2015/11/04(水)(飯沢耕太郎)

有元伸也「ariphoto2015 vol.2」

会期:2015/10/27~2015/11/08

TOTEM POLE PHOTO GALLERY[東京都]

有元伸也が主宰する東京・四谷のTOTEM POLE PHOTO GALLERYが、開廊10年目を迎えた。写真家たちが自主的に運営するギャラリーを続けるには、経済的な問題だけでなく、モチベーションを維持すること自体が大変だと思う。しかもTOTEM POLE PHOTO GALLERYは、ここ10年レベルを落とすことなく展示活動を続けているわけで、それだけでも特筆すべきことではないだろうか。
その有元が、同ギャラリーで年2~4回のペースで発表し続けている「ariphoto」のシリーズも息の長い仕事だ、年1冊ずつ、作品をまとめて刊行している写真集の『ariphoto』も、今回で6冊目になった。新宿を主な舞台とする6×6判、モノクロームのスナップ写真という基本的な枠組みは変わらないものの、初期の写真とくらべると、微妙に変化してきているのがわかる。わかりやすいのは、2011年からレンズを38ミリ(35ミリのカメラに換算すれば21ミリ)の広角レンズに変えたことだろう。スクエアな画面の正面に、被写体を大きく据えて撮影していた以前の作品よりも、周辺や奥の写り込みのスペースが大きくなり、背景にダイナミックな動きが取り入れられるようになった。とはいえ、被写体となる異形の人物やモノを、獲物に飛びかかるように捕獲していく強度はそのまま維持されている。有元は東京ビジュアルアーツの講師をしていて、時々、彼の教え子で同じような6×6判のスナップを試みる者がいるのだが、まったく似ても似つかぬ弱々しいものになってしまう。

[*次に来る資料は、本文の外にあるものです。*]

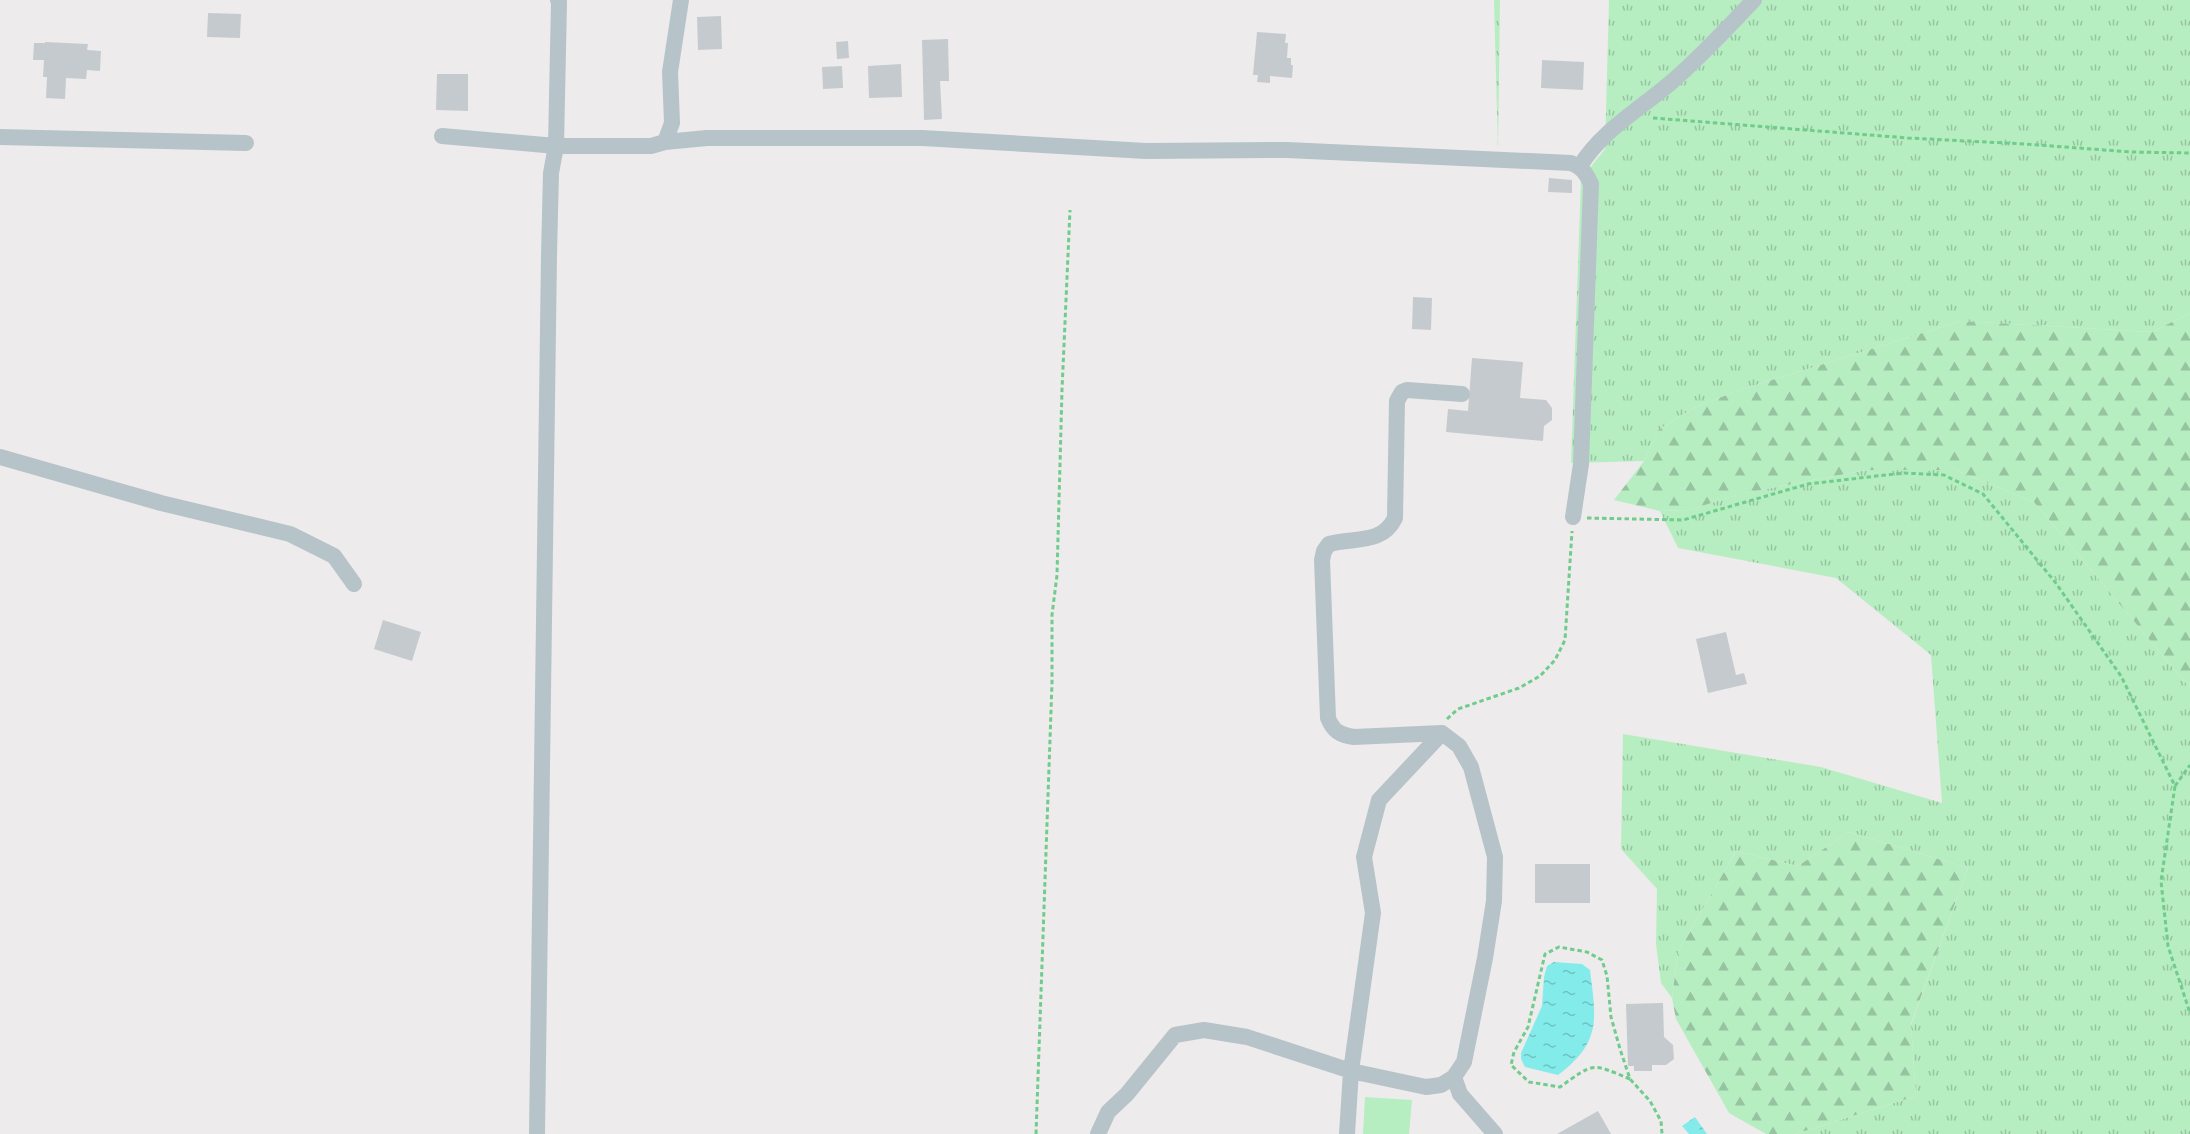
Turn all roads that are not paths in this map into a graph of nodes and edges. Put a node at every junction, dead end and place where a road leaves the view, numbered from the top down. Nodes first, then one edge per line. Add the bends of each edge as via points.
1 (558, 0) edge
2 (681, 0) edge
3 (1754, 0) edge
4 (442, 136) dead end
5 (0, 137) edge
6 (664, 142) junction
7 (246, 143) dead end
8 (556, 146) junction
9 (1580, 166) junction
10 (1462, 394) dead end
11 (0, 457) edge
12 (1573, 518) road end
13 (354, 584) dead end
14 (1442, 733) junction
15 (1351, 1071) junction
16 (1454, 1077) junction
17 (537, 1134) edge
18 (1098, 1134) edge
19 (1347, 1134) edge
20 (1495, 1134) edge

1 - 8 street
2 - 6 street via 670,72 672,123
3 - 9 street via 1696,60 1589,152
4 - 8 street
5 - 7 street
6 - 8 street via 643,146
6 - 9 street via 707,138 922,138 1146,151 1287,150
8 - 17 street via 551,174
9 - 12 street via 1591,184 1581,464
10 - 14 street via 1402,392 1397,401 1395,518 1383,534 1329,544 1322,560 1328,718 1332,729 1354,737
11 - 13 street via 161,503 290,534 334,556
14 - 15 street via 1379,800 1364,857 1373,913
14 - 16 street via 1459,746 1471,767 1495,857 1494,900 1485,957 1464,1062
15 - 16 street via 1426,1087 1441,1085
15 - 18 street via 1246,1037 1204,1030 1175,1035 1108,1112
15 - 19 street
16 - 20 street via 1460,1094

街歩きの緊張感を保ち続けることのむずかしさがよくわかる。まさに「ariphoto」としかいいようのない、誰もが追随できない領域に達しつつあるのではないだろうか。

2015/11/03(火)(飯沢耕太郎)

西村陽一郎「見る影がある」

会期:2015/11/03~2015/11/15

Gallery Photo/synthesis / Roonee 247photography[東京都]

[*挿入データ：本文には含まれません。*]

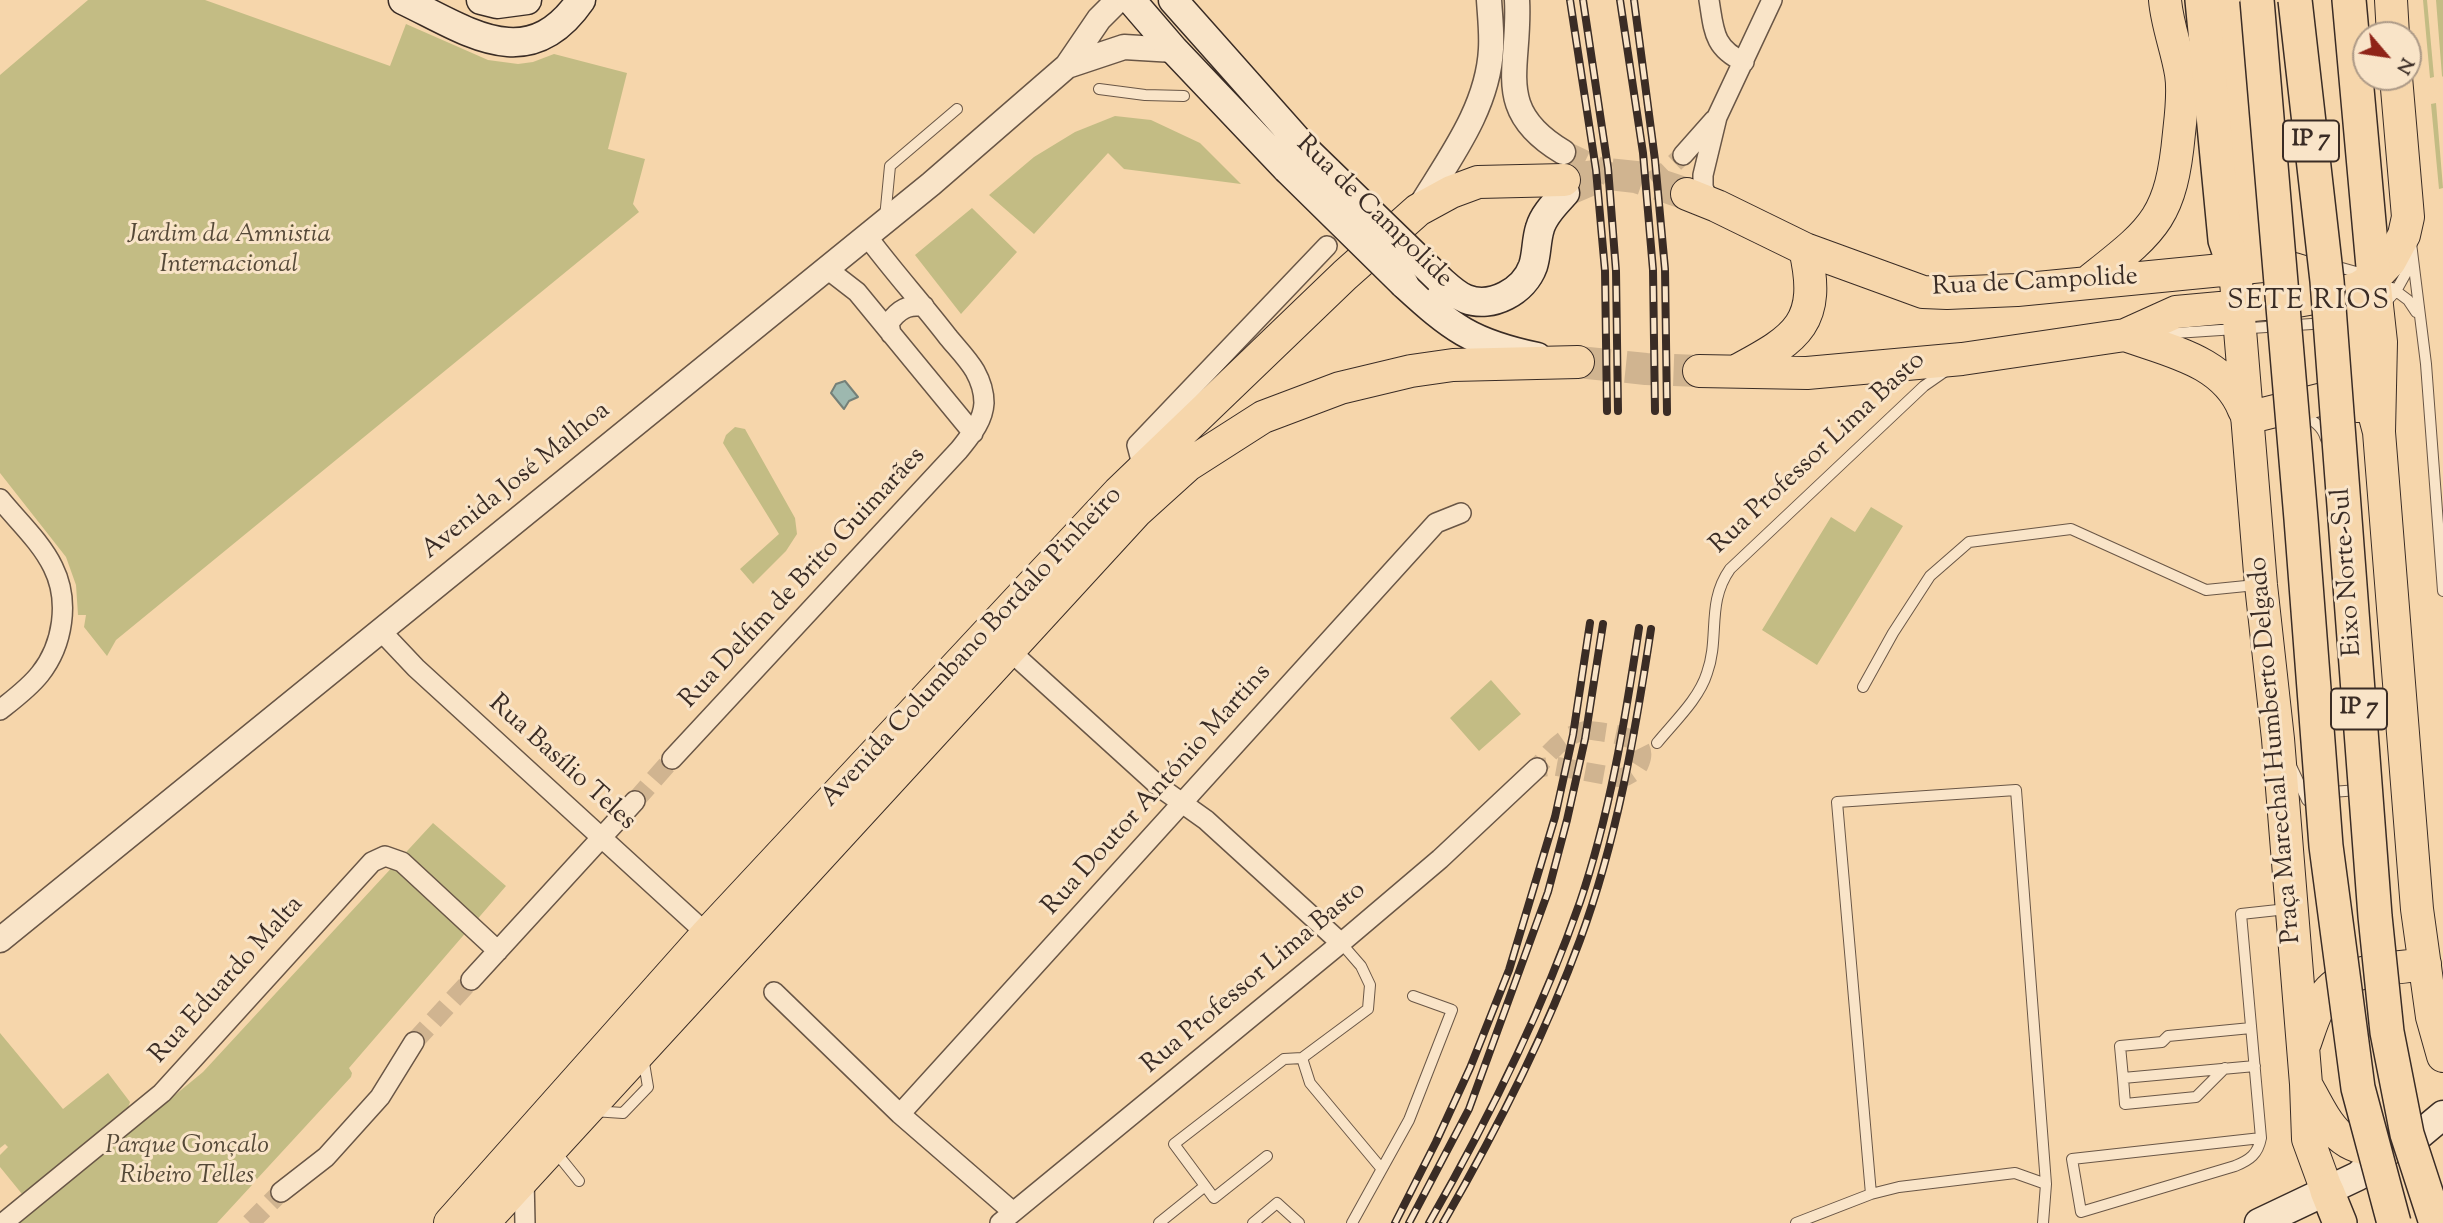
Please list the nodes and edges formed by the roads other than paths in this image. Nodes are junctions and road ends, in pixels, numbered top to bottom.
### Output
1 (403, 0) edge
2 (481, 0) edge
3 (527, 0) edge
4 (581, 0) edge
5 (1118, 0) edge
6 (1131, 0) edge
7 (1173, 0) edge
8 (1489, 0) edge
9 (1517, 0) edge
10 (1709, 0) edge
11 (1772, 0) edge
12 (2165, 0) edge
13 (2202, 0) edge
14 (2224, 0) edge
15 (2257, 0) edge
16 (2295, 0) edge
17 (2349, 0) edge
18 (2391, 1) edge
19 (2392, 21) edge
20 (1174, 50) junction
21 (1744, 62) junction
22 (1067, 66) junction
23 (1099, 89) dead end
24 (2397, 91) edge
25 (1184, 96) dead end
26 (957, 109) dead end
27 (1717, 117) junction
28 (1683, 155) tunnel mouth
29 (1297, 160) junction
30 (1564, 175) junction
31 (1687, 194) tunnel mouth
32 (1717, 206) junction
33 (1418, 210) junction
34 (2408, 217) junction
35 (876, 227) junction
36 (1327, 246) dead end
37 (1805, 249) junction
38 (2413, 262) junction
39 (826, 268) junction
40 (2235, 269) junction
41 (2088, 282) junction
42 (2365, 303) junction
43 (924, 306) junction
44 (2418, 316) junction
45 (2239, 318) junction
46 (891, 334) junction
47 (2125, 335) junction
48 (1962, 359) junction
49 (1569, 362) joint
50 (1699, 371) tunnel mouth
51 (1736, 371) junction
52 (2287, 407) junction
53 (2247, 418) junction
54 (2379, 432) junction
55 (973, 433) junction
56 (2329, 453) dead end
57 (1143, 468) junction
58 (0, 499) edge
59 (1461, 513) dead end
60 (2261, 585) junction
61 (2443, 590) edge
62 (381, 631) junction
63 (1010, 651) junction
64 (1863, 687) dead end
65 (0, 710) edge
66 (2278, 739) junction
67 (1657, 743) dead end
68 (672, 759) tunnel mouth
69 (1538, 768) dead end
70 (2359, 790) dead end
71 (2330, 792) dead end
72 (635, 801) tunnel mouth
73 (1182, 803) junction
74 (2332, 810) dead end
75 (603, 837) junction
76 (2292, 909) junction
77 (0, 940) edge
78 (1341, 943) junction
79 (719, 944) junction
80 (492, 946) junction
81 (2434, 964) edge
82 (471, 980) tunnel mouth
83 (774, 992) dead end
84 (1413, 996) dead end
85 (2251, 1028) junction
86 (414, 1042) tunnel mouth
87 (2303, 1047) junction
88 (2443, 1056) edge
89 (1302, 1058) junction
90 (2255, 1066) junction
91 (2225, 1068) junction
92 (2123, 1078) junction
93 (2306, 1084) junction
94 (900, 1114) junction
95 (2443, 1115) edge
96 (2261, 1138) junction
97 (2396, 1142) junction
98 (551, 1147) junction
99 (1267, 1156) dead end
100 (2443, 1166) edge
101 (1381, 1168) junction
102 (524, 1177) junction
103 (579, 1181) dead end
104 (2046, 1184) junction
105 (1205, 1186) junction
106 (2327, 1191) junction
107 (281, 1192) tunnel mouth
108 (1871, 1194) junction
109 (1007, 1218) edge
110 (3, 1223) edge
111 (450, 1223) edge
112 (482, 1223) edge
113 (525, 1223) edge
114 (1159, 1223) edge
115 (1253, 1223) edge
116 (1299, 1223) edge
117 (1352, 1223) edge
118 (1796, 1223) edge
119 (2043, 1223) edge
120 (2259, 1223) edge
121 (2340, 1223) edge
122 (2394, 1223) edge
123 (2436, 1223) edge

1 - 4 main road
2 - 3 main road
5 - 22 street, Avenida José Malhoa
6 - 20 main road, Rua de Campolide
7 - 29 main road, Rua de Campolide
8 - 33 street
9 - 30 street
10 - 21 street
11 - 21 street
12 - 41 main road
13 - 40 highway
14 - 40 main road
15 - 122 highway, Eixo Norte-Sul / IP 7, bridge
16 - 97 highway, Eixo Norte-Sul / IP 7, bridge
17 - 42 highway
18 - 19 main road
20 - 22 street, Avenida José Malhoa
20 - 29 main road, Rua de Campolide
21 - 27 street
22 - 35 street, Avenida José Malhoa
23 - 25 lane
24 - 34 main road
26 - 35 lane
27 - 28 street
27 - 32 street
29 - 30 main road, Rua de Campolide, bridge
29 - 49 main road, Rua de Campolide, bridge
30 - 33 main road, Avenida Columbano Bordalo Pinheiro
31 - 32 main road, Rua de Campolide
32 - 37 main road, Rua de Campolide
33 - 57 main road, Avenida Columbano Bordalo Pinheiro
34 - 38 lane
34 - 42 main road
35 - 39 street, Avenida José Malhoa
35 - 43 street, Rua Delfim de Brito Guimarães
36 - 57 street
37 - 41 main road, Rua de Campolide
37 - 51 main road
38 - 42 lane
38 - 44 lane
39 - 46 street
39 - 62 street, Avenida José Malhoa
40 - 41 main road, Rua de Campolide
40 - 42 main road, Rua de Campolide
40 - 45 main road, Praça Marechal Humberto Delgado
42 - 44 lane
42 - 45 main road
42 - 54 main road
43 - 46 street
43 - 55 street, Rua Delfim de Brito Guimarães
44 - 61 lane
45 - 47 main road
45 - 53 main road, Praça Marechal Humberto Delgado
46 - 55 street
47 - 48 main road
47 - 53 main road
48 - 51 main road
48 - 67 lane, Rua Professor Lima Basto
49 - 63 main road, Avenida Columbano Bordalo Pinheiro
50 - 51 main road
52 - 53 main road
52 - 54 main road
52 - 56 lane
53 - 60 main road, Praça Marechal Humberto Delgado
54 - 81 main road
55 - 68 street, Rua Delfim de Brito Guimarães
57 - 79 main road, Avenida Columbano Bordalo Pinheiro
58 - 65 street
59 - 73 street, Rua Doutor António Martins
60 - 64 lane
60 - 66 main road, Praça Marechal Humberto Delgado
62 - 75 street, Rua Basílio Teles
62 - 77 street, Avenida José Malhoa
63 - 73 street
63 - 79 main road, Avenida Columbano Bordalo Pinheiro
66 - 74 lane
66 - 76 main road, Praça Marechal Humberto Delgado
69 - 78 street, Rua Professor Lima Basto
70 - 71 lane
72 - 75 street
73 - 78 street
73 - 94 street, Rua Doutor António Martins
75 - 79 street, Rua Basílio Teles
75 - 80 street
76 - 85 lane
76 - 87 main road, Praça Marechal Humberto Delgado
78 - 89 lane
78 - 109 street, Rua Professor Lima Basto
79 - 98 main road, Avenida Columbano Bordalo Pinheiro
79 - 111 main road, Avenida Columbano Bordalo Pinheiro
80 - 82 street
80 - 110 street, Rua Eduardo Malta
81 - 87 main road
81 - 88 main road
83 - 94 street
84 - 101 lane
85 - 90 lane
85 - 92 lane
86 - 107 street
87 - 93 main road, Praça Marechal Humberto Delgado
89 - 101 lane
89 - 105 lane
90 - 91 lane
90 - 96 lane
91 - 92 lane
91 - 92 lane
93 - 97 main road
93 - 106 main road, Praça Marechal Humberto Delgado
94 - 109 street
95 - 97 main road
96 - 96 lane
97 - 100 highway
97 - 106 main road
97 - 123 highway, Eixo Norte-Sul / IP 7, bridge
98 - 102 main road, Avenida Columbano Bordalo Pinheiro
98 - 103 lane
99 - 105 lane
101 - 117 lane
102 - 112 main road, Avenida Columbano Bordalo Pinheiro
102 - 113 street
104 - 108 lane
104 - 108 lane
104 - 119 lane
105 - 114 lane
106 - 120 main road
106 - 121 highway
108 - 118 lane
115 - 116 lane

西村陽一郎は1967年、東京生まれ。美学校で写真を学んだ後、1990年代から数々の作品を発表してきた。1995年、東京・銀座の画廊春秋での初個展以来25年になるというから、キャリア的には相当の厚みを加えてきたといえるだろう。ただ、フォトグラム作品を中心とする作家活動は、多産な割にはうまく焦点が結べないところがあった。だが、今回東京・四谷のGallery Photo/synthesis と Roonee 247photographyで同時開催された展示を見て、彼の本領がようやく発揮されてきているように感じた。
Gallery Photo/synthesisの展示は2部構成で11月3日~8日が「Y氏の光学装置」、11月10日~15日が「青いイカロス」である。両方ともフォトグラム作品だが、特に故柳沢信の所蔵物だったというハッセルブラッドのカメラ、レンズ、4×5インチ判のカメラのレンズボードなどをモチーフにした「Y氏の光学装置」が面白い(「青いイカロス」は鳥の羽根を使ったカラー・フォトグラム作品)。シンプルに抽象化されたカメラやレンズのフォルムが、細部まで注意深く構成されていて、写真表現の旨味を追求し続けた柳沢に対する見事なオマージュになっている。
Roonee 247photographyでは「啞子」、「ヌード」、「脚」の3作品。こちらはフォトグラムではなく、ブルー系にプリントされた「普通の」写真作品だが、これまでの西村の作品にはあまり感じられなかったフェティシズム、エロティシズムの要素が、かなり強く打ちだされていることに嬉しい驚きを覚えた。別に隠していたわけではないだろうが、一人の写真家の中に潜んでいた多面的な貌つきが、このような形で顕われてくるのはとてもいいことだと思う。この展示を踏み台にして、さらにスケールアップした作品を発表していってほしいものだ。